Brief: The data below holds a line containing "middle mcp: (1057, 593)" and a line containing "pinky pip: (327, 270)"; please quote exactly those two lines and every line between them, and nothing else.

(Beginning of Input records)

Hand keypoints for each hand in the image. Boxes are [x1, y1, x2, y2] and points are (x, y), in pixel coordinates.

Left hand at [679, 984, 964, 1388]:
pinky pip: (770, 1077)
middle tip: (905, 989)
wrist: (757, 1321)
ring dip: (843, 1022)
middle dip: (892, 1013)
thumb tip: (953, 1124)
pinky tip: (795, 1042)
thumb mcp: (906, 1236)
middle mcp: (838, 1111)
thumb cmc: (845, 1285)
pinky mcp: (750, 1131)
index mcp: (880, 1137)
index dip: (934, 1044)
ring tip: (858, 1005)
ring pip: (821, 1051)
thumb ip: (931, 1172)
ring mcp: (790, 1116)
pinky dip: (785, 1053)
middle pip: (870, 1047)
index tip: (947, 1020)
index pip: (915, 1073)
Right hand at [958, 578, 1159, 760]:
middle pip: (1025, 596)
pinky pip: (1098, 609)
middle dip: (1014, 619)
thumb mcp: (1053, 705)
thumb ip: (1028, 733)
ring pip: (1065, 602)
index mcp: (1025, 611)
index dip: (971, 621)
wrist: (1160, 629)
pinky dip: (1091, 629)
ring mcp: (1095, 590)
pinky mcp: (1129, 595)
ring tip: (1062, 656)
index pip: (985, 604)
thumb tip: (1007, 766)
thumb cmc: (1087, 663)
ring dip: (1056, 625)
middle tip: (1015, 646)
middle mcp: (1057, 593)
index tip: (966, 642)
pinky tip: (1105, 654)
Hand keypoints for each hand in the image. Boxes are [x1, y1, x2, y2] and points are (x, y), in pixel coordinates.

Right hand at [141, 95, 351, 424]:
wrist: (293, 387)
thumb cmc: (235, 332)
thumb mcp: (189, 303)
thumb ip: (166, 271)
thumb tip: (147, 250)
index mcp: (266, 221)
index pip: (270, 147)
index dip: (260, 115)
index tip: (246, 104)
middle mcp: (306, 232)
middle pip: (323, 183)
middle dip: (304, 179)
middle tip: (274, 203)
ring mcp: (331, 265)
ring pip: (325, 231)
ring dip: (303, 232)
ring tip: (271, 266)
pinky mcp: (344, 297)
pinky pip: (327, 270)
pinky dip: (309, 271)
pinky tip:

(End of Input records)

Answer section:
middle mcp: (1057, 593)
index tip: (966, 642)
pinky tip: (1105, 654)
Hand keypoints for each hand in the image. Boxes are [x1, y1, x2, y2] and points are (x, y), in pixel coordinates.

Right hand at [141, 95, 351, 424]:
wrist: (293, 387)
thumb cmc: (235, 332)
thumb mcp: (189, 303)
thumb ip: (166, 271)
thumb tip: (147, 250)
index mcp: (266, 221)
index pip: (270, 147)
index dip: (260, 115)
index tip: (246, 104)
middle mcp: (306, 232)
middle pip: (323, 183)
middle dip: (304, 179)
middle tip: (274, 203)
ring mcp: (331, 265)
ring pip: (325, 231)
ring dip: (303, 232)
ring tip: (271, 266)
pinky mcp: (344, 297)
pinky pip: (327, 270)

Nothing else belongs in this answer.